Single by SHeDAISY

from the album The Whole SHeBANG
- Released: October 16, 2000
- Recorded: 1999
- Genre: Country pop
- Length: 4:00
- Label: Lyric Street
- Songwriters: Coley McCabe; Kristyn Osborn; Jason Deere;
- Producer: Dann Huff

SHeDAISY singles chronology
| "I Will… But" (2000) | "Lucky 4 You (Tonight I'm Just Me)" (2000) | "Still Holding Out for You" (2001) |

= Lucky 4 You (Tonight I'm Just Me) =

"Lucky 4 You (Tonight I'm Just Me)" is a song written by Kristyn Osborn, Coley McCabe and Jason Deere, and recorded by American country music group SHeDAISY. It was released on October 16, 2000 as the fourth single from their album The Whole SHeBANG.

==Content==
The song, told from her point of view, describes the varying emotional reactions of a woman in the aftermath of a relationship, ended by her partner. Though it is not clear whether serious or made simply in jest, the theme of the song suggests that the woman has dissociative identity disorder.
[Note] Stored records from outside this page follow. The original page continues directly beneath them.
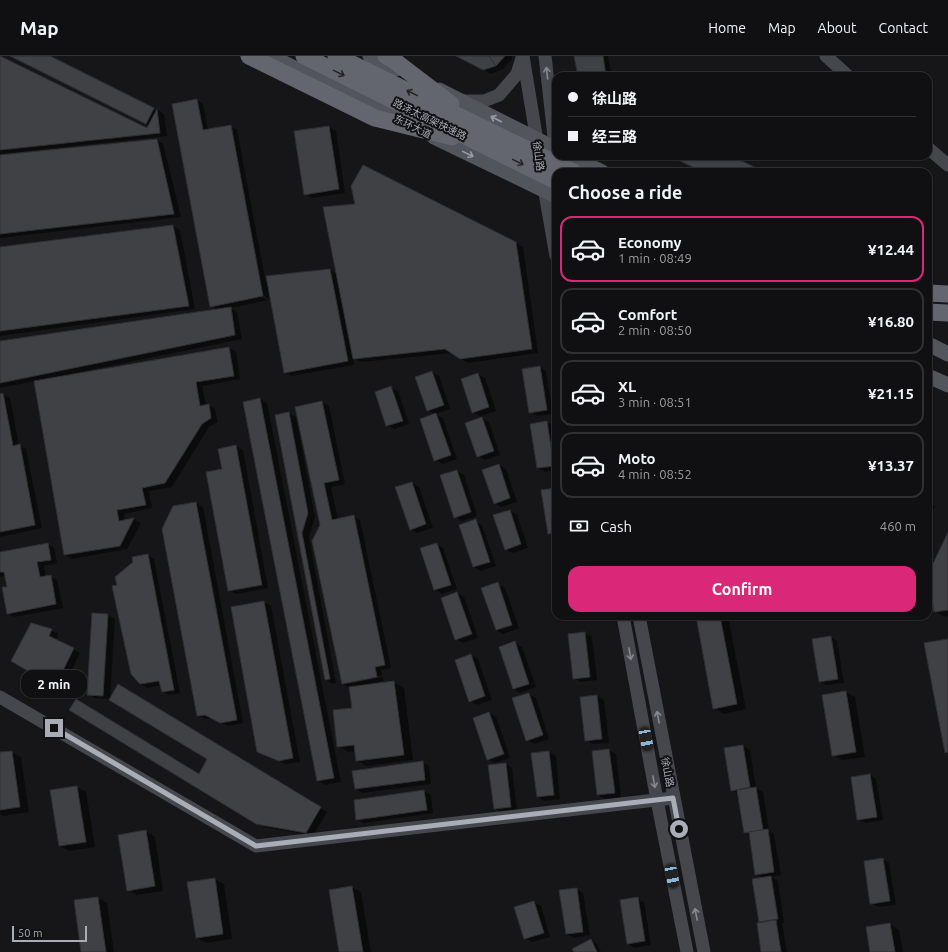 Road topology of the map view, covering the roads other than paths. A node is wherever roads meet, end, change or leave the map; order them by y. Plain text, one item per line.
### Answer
1 (249, 56) edge
2 (270, 56) edge
3 (304, 56) edge
4 (336, 56) edge
5 (370, 56) edge
6 (386, 56) edge
7 (523, 56) edge
8 (545, 56) edge
9 (826, 56) edge
10 (844, 72) edge
11 (461, 101) junction
12 (552, 117) edge
13 (482, 127) junction
14 (536, 139) junction
15 (481, 144) junction
16 (552, 149) edge
17 (932, 151) edge
18 (578, 160) edge
19 (948, 165) edge
20 (565, 168) edge
21 (594, 168) edge
22 (552, 189) edge
23 (932, 293) edge
24 (948, 294) edge
25 (932, 312) edge
26 (948, 313) edge
27 (932, 346) edge
28 (948, 354) edge
29 (932, 378) edge
30 (948, 385) edge
31 (624, 620) edge
32 (640, 620) edge
33 (0, 697) edge
34 (673, 798) junction
35 (657, 800) junction
36 (687, 952) edge
37 (704, 952) edge

1 - 15 highway
2 -> 22 main road, 东环大道
3 -> 15 highway, 路泽太高架快速路
13 -> 4 highway, 路泽太高架快速路
5 - 11 main road
6 - 13 highway
7 - 11 main road
7 - 14 main road, 徐山路
12 -> 8 main road, 徐山路
9 - 10 main road
14 -> 11 main road
13 - 20 highway, 路泽太高架快速路
14 - 16 main road
14 - 22 main road, 徐山路
15 -> 22 highway, 路泽太高架快速路
17 - 19 main road
18 - 21 main road
23 - 24 highway
25 - 26 highway
27 - 28 main road
29 - 30 main road
31 -> 35 main road, 徐山路
34 -> 32 main road, 徐山路
33 - 35 main road
34 - 35 main road
37 -> 34 main road, 徐山路
35 - 36 main road, 徐山路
Her reactions range from passive forgiveness to extreme anger as she talks to her former partner at a party where he is accompanied by a new woman.

== Track listing ==

Album sampler promo CD
| No. | Title | Writer(s) | Length |
|---|---|---|---|
| 1. | "Lucky 4 You (Tonight I'm Just Me)" | Coley McCabe; Kristyn Osborn; Jason Deere; | 4:00 |
| 2. | "Little Good-Byes" | Kenny Greenberg; Osborn; Deere; | 3:20 |
| 3. | "Little Good-Byes" (Extended Energy Mix) | Greenberg; Osborn; Deere; | 3:49 |
| 4. | "This Woman Needs" | Connie Harrington; Bonnie Baker; Osborn; | 3:21 |
| 5. | "This Woman Needs" (Acoustic Version) | Harrington; Baker; Osborn; | 3:21 |
| 6. | "I Will… But" | Osborn; Deere; | 3:42 |

==Charts==
"Lucky 4 You (Tonight I'm Just Me)" debuted at number 70 on the U.S. Billboard Hot Country Singles & Tracks for the week of September 23, 2000.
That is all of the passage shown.